The banking group considers that the inclusion of the Kuwait Stock Exchange on the MSCI Emerging Markets Index on May 28th is an additional incentive for the Kuwaiti financial market.
The EFG-Hermes Group said that an analysis of the impact of the interest rate cut on Gulf Cooperation Council countries indicates that the sensitivity of profits will range between 3% and 8% as follows:
Kuwait: The interest rate reduction of 25 basis points by the Central Bank of Kuwait on the assumption that it includes interest rates on lending and deposits will lead to a 1.5% reduction in total profits.
SAUDI ARABIA: The Saudi Arabian Monetary Agency reduced interest rates by 50 basis points, and therefore we expect to estimate an overall 8% decrease in profits generated from net interest income, and mortgage growth should partly offset the lower interest rates.

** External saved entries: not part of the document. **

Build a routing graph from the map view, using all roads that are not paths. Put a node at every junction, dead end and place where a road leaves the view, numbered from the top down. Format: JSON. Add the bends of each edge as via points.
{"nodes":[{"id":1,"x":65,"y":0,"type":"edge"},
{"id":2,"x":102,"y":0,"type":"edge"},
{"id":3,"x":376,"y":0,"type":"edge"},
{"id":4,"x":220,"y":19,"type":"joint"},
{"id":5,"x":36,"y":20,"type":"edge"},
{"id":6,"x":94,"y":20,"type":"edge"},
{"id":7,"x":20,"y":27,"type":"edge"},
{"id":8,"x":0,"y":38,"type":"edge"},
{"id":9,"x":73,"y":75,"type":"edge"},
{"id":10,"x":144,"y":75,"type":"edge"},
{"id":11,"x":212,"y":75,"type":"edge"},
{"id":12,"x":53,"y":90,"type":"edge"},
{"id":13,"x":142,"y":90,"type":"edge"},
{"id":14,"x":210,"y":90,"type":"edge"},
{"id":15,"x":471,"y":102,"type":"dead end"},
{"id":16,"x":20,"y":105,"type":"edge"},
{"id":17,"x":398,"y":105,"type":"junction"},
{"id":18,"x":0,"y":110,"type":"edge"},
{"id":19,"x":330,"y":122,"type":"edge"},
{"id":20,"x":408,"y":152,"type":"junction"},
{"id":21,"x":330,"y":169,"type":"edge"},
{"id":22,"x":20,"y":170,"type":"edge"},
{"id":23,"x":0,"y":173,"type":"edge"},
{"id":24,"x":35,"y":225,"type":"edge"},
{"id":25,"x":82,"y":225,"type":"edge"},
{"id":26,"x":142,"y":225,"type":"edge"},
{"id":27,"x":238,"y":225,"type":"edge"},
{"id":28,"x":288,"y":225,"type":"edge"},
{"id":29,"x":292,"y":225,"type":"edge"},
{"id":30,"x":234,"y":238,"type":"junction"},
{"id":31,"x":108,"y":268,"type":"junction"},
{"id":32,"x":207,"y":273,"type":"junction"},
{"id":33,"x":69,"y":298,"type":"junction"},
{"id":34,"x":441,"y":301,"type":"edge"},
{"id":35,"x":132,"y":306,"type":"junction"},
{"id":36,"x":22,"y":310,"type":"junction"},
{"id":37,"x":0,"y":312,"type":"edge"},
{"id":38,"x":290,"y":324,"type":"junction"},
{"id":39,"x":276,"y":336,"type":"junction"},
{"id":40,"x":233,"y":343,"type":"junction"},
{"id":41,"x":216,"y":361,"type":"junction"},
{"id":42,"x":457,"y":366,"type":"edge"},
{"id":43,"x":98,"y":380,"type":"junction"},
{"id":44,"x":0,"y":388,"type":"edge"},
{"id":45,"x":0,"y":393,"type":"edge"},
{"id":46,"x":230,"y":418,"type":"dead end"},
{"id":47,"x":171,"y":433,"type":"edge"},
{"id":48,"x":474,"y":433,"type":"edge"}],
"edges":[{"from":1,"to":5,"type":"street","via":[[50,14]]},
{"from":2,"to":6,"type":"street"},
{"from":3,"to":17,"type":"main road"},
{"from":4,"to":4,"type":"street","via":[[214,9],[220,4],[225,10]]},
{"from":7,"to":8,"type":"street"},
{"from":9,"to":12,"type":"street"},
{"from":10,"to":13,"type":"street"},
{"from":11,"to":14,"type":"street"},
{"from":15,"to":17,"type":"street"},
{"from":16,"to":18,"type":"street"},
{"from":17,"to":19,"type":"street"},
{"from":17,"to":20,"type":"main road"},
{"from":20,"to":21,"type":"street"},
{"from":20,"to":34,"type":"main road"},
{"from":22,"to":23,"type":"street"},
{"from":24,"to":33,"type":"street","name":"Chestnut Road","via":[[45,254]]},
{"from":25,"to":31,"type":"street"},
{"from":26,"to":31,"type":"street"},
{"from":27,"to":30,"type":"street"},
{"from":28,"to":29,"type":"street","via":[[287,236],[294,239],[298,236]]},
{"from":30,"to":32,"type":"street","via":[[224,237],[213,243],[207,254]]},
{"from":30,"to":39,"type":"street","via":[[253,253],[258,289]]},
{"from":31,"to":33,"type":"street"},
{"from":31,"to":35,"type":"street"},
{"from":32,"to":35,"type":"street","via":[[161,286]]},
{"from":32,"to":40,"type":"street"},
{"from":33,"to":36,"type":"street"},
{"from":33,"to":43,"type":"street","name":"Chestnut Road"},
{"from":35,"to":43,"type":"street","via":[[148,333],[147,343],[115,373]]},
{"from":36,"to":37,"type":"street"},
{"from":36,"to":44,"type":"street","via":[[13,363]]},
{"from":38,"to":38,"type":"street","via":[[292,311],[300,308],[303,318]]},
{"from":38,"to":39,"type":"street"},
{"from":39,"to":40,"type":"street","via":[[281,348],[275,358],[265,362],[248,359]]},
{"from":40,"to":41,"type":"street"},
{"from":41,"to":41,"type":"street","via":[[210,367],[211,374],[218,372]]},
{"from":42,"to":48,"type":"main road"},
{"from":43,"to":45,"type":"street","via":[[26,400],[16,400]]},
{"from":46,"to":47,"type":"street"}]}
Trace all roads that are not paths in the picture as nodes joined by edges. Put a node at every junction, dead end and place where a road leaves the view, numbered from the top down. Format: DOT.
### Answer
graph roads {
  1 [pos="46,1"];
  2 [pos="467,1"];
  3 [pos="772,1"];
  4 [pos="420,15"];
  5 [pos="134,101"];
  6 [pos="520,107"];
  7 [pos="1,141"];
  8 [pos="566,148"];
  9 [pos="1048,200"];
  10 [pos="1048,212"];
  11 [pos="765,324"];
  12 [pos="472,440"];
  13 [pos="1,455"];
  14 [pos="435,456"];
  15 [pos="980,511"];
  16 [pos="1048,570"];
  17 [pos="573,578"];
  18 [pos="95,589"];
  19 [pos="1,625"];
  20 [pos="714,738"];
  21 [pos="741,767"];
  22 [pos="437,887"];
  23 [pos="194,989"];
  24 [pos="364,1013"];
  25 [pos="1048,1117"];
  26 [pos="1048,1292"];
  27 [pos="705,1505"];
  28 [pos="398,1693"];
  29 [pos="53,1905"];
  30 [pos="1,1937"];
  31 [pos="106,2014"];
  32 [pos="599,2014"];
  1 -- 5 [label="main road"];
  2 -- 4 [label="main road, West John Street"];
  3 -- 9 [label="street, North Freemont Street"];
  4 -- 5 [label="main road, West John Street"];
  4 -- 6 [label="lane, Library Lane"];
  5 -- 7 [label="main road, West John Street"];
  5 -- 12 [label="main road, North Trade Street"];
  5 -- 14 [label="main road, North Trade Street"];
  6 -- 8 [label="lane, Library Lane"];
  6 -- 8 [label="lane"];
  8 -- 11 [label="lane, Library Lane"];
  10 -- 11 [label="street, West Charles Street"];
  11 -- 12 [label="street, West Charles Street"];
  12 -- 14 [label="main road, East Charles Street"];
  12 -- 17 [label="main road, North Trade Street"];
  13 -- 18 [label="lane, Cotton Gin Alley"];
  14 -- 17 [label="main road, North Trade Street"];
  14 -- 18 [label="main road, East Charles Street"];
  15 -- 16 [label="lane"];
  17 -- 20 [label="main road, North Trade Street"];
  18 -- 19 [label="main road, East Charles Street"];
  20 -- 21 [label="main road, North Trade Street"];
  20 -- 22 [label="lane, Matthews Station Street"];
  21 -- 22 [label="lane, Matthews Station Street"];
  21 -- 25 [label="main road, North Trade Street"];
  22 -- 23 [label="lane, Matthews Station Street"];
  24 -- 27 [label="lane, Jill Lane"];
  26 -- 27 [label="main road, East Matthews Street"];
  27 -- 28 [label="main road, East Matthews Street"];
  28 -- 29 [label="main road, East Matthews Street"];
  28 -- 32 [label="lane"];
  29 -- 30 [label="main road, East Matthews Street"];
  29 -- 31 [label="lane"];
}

UAE: The Central Bank reduced interest rates by 50 basis points, and therefore we estimate a total decrease of 7% of the profits generated from the net interest income.
However, the central bank is taking measures including rescheduling loans to ease the potential stress caused by the emerging corona virus.
The group says that Kuwait and Qatar have the lowest negative risks related to declining profitability and its complications among Gulf banks, and that these complications should continue to decline in the short term due to pressures of net interest income on the one hand, and the possible slowdown in regional economic growth on the other hand, with the possibility of an economy affected The United Arab Emirates, especially Dubai, is slowing the number of tourist arrivals.